COVID-19 Hypochondria

A New Approach to Treating Hypochondria - The New York Times

Are you also analyzing every tickle of the throat and ache in your limbs as potentially presaging general pulmonary collapse and ague, related to COVID-19?

I think I am either becoming a hypochondriac or hoping to finally contract the jolly illness to put me out of the agony of suspense caused by expecting it at every turn.

But let’s face it, it’s not unrealistic anymore to suspect one might have succumbed. In our metropol, they have begun to identify cases by ward. There are 38 cases in the streets around us. %^&$ gets real when you realise this is not something over there in Wuhan or even across the peninsula at Groote Schuur Hospital. It’s in our neighbourhood. These are the people we shop with and jog with (okay so I don’t jog, but you get the point.)

‘So, this sore throat could be the start of my decline… Diarrhoea? Probably just a bug…but hang on that’s also a symptom…. oh my gosh, oh my gosh…. I’ve got it!’

 And we confirm our self-diagnosis after consulting Gray’s Google by reading that an employee at the Checkers store we visited two days ago has tested positive… ‘so that settles it. I must have it!’

But if we take the panic pot off the stove for a bit, we’ll remember that just because COVID-19 is doing the happy dance through the air, it doesn’t mean that all the other bad boys in Da Flu Gang have stopped stalking us in the malls and taxis.

Sometimes a cough is just your allergies and sometimes a fever is from one of the other many flus that float across to us from the east every year…. I also sneezed… so it can’t be COVID, hey?!
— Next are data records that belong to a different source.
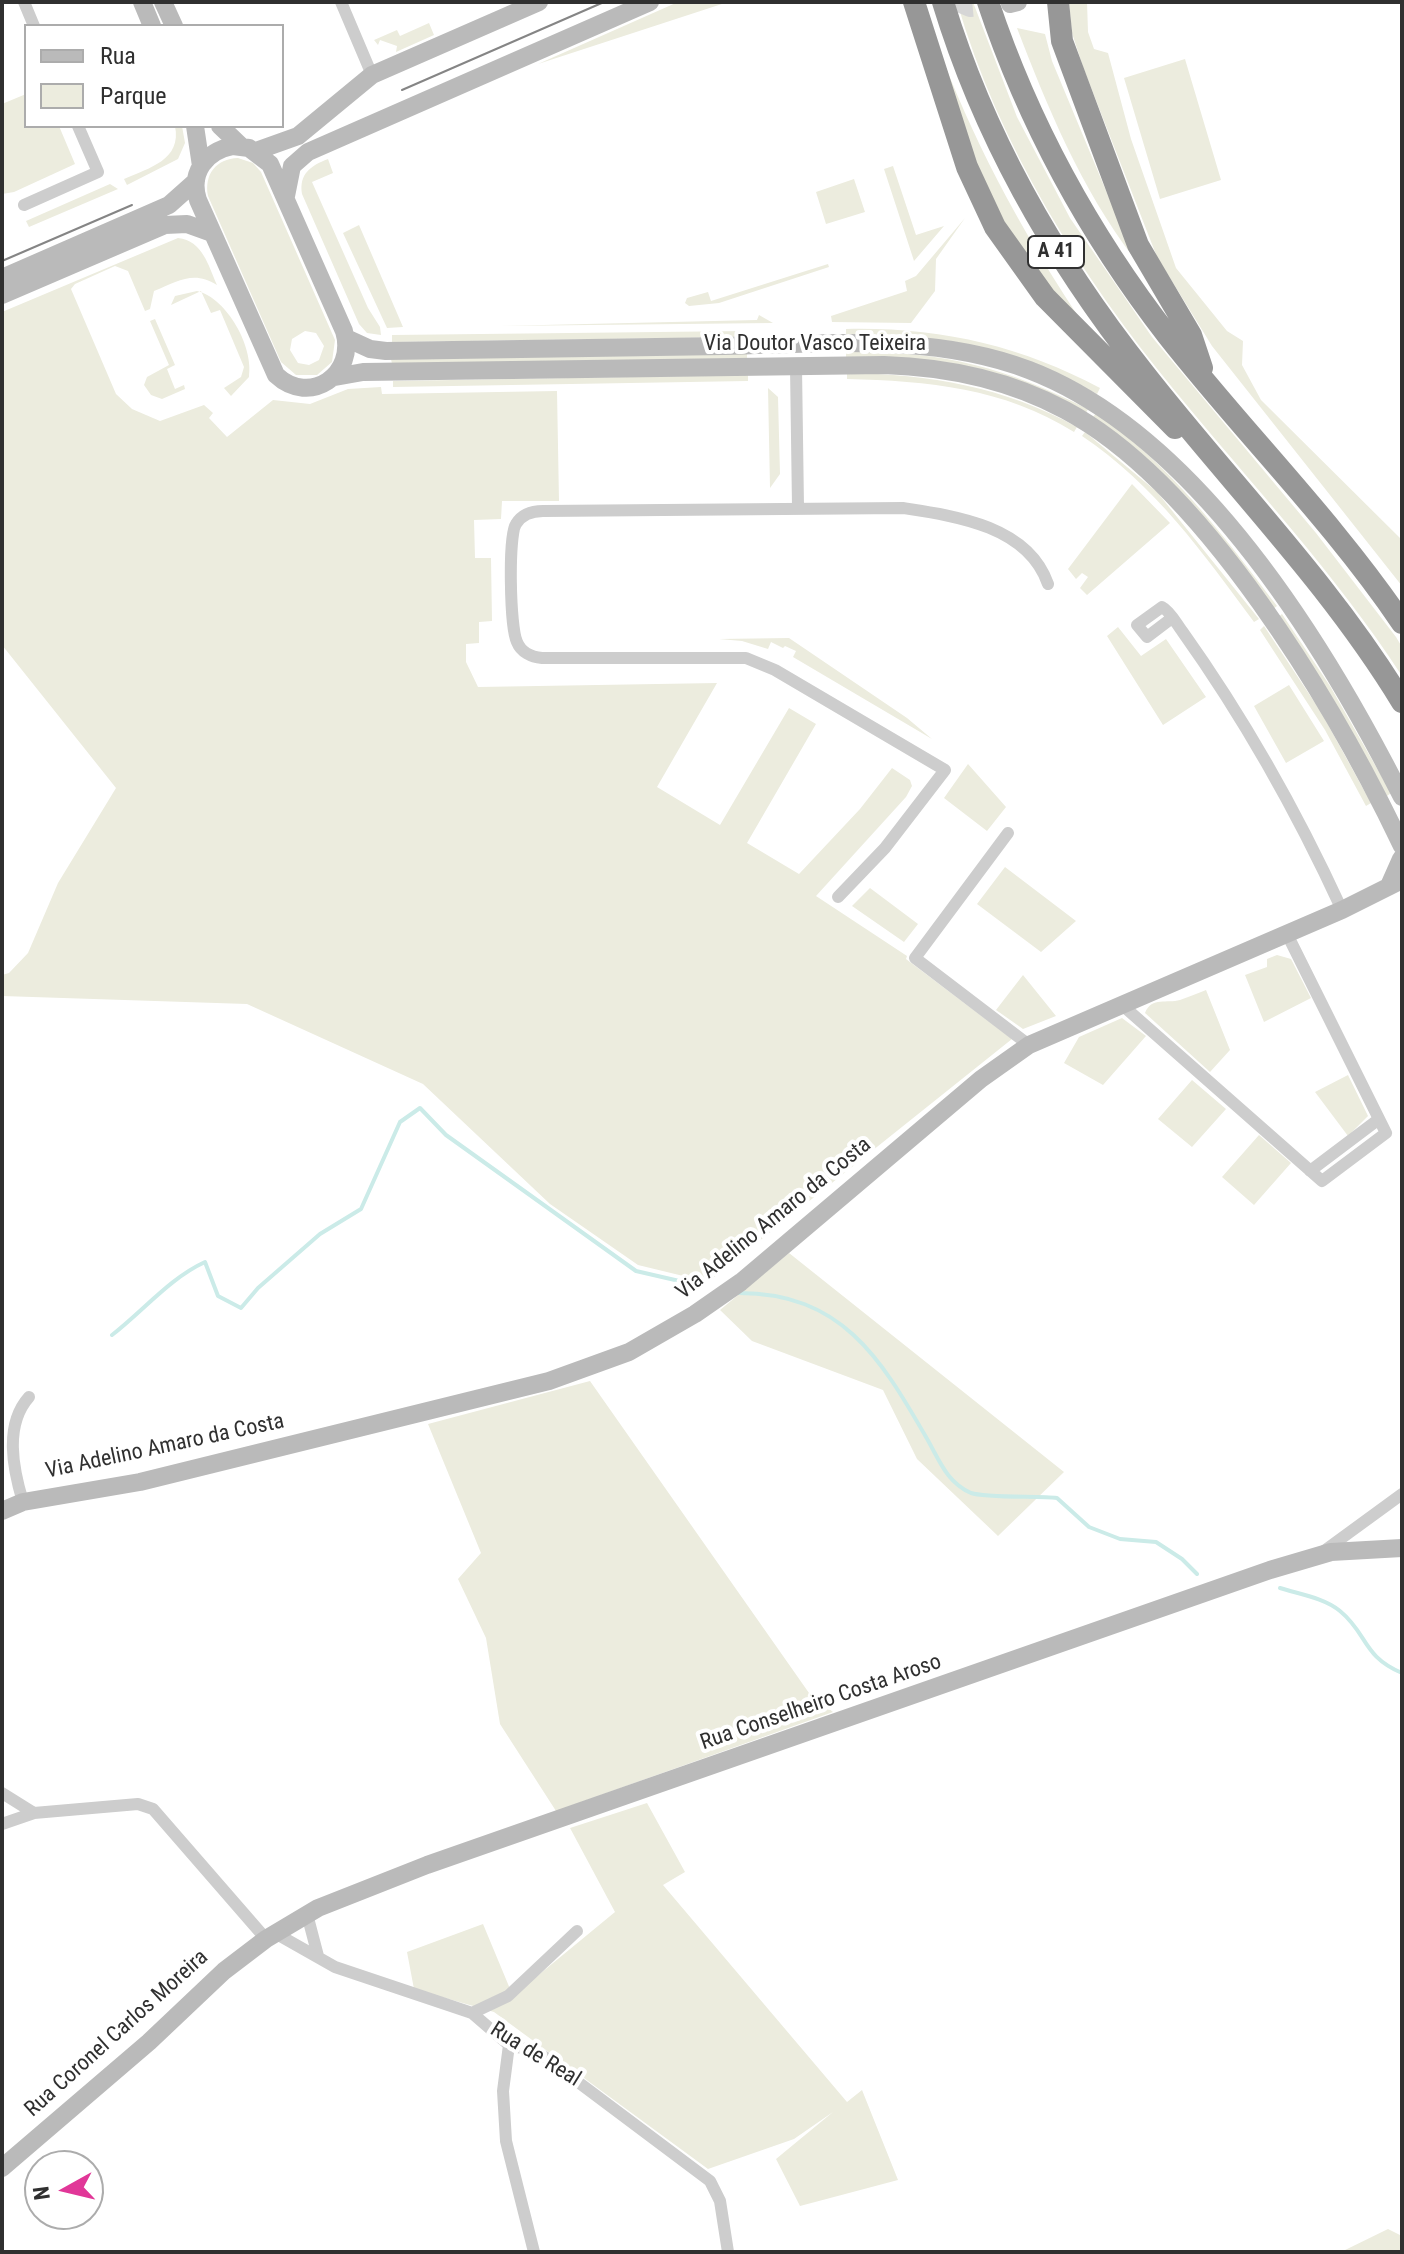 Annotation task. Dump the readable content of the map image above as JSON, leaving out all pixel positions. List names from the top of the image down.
{
  "streets": {
    "highway": ["A 41"],
    "main road": [
      "Via Doutor Vasco Teixeira",
      "Via Adelino Amaro da Costa",
      "Rua Conselheiro Costa Aroso",
      "Rua Coronel Carlos Moreira"
    ],
    "street": ["Rua de Real"]
  },
  "crossings": [
    ["Via Doutor Vasco Teixeira", "Via Adelino Amaro da Costa"],
    ["Rua Conselheiro Costa Aroso", "Rua Coronel Carlos Moreira"],
    ["Rua Conselheiro Costa Aroso", "Rua de Real"],
    ["Rua Coronel Carlos Moreira", "Rua de Real"]
  ],
  "legend": ["Rua", "Parque"],
  "north": "left"
}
So it might be merely something minor. Not every cold or coronavirus is COVID-19. Not every sore throat foreshadows the deadly flu.

However, no one told Cancer and her Mean Girls to leave town while we dealt with Corona.

Just this week, a friend’s nephew was diagnosed with leukaemia, a colleague’s mom had a malignant growth removed from her thyroid, and health authorities tell us patients are not turning up for TB and HIV treatments because of this pandemic. And those gangsta-germs are killers too.

… But this tiredness could be serious… I mean just because I’m paranoid doesn’t mean I’m not being hunted down by swooping microbes who’ve been lurking on trolleys, waiting for my sweet blood (okay it’s a little acidic because of all the lemon tea I drink, but you know what I mean.)

My mother used to joke that only the good die young, and then she had a heart attack at 56… I’m nearly 56… perhaps that tightness in my chest is actually a heart attack…it’s genetic…

Then, as I peer into the mirror to see whether the itch around my eyes is conjunctivitis (another symptom), and hence a clear sign that I am COVID positive, the Celtic Queen Maeve of my ancestors rebukes me for such foolishness. It’s actually a slap in the face for people with real illnesses to carry on like this. Even hypochondria is a real anxiety disorder, and I don’t have that. I think I just have COVIID -19 fatigue: the only thing I’ve ‘caught’ is the unease of others. All the preparations for healthcare at school, and coping with so many other people’s anxieties about the re-opening of schools, and the financial worries of my school community have exhausted me. I am in danger of jumping into the trauma terror train of needless panic myself. It’s time to put on my warrior armour and fight my own demons.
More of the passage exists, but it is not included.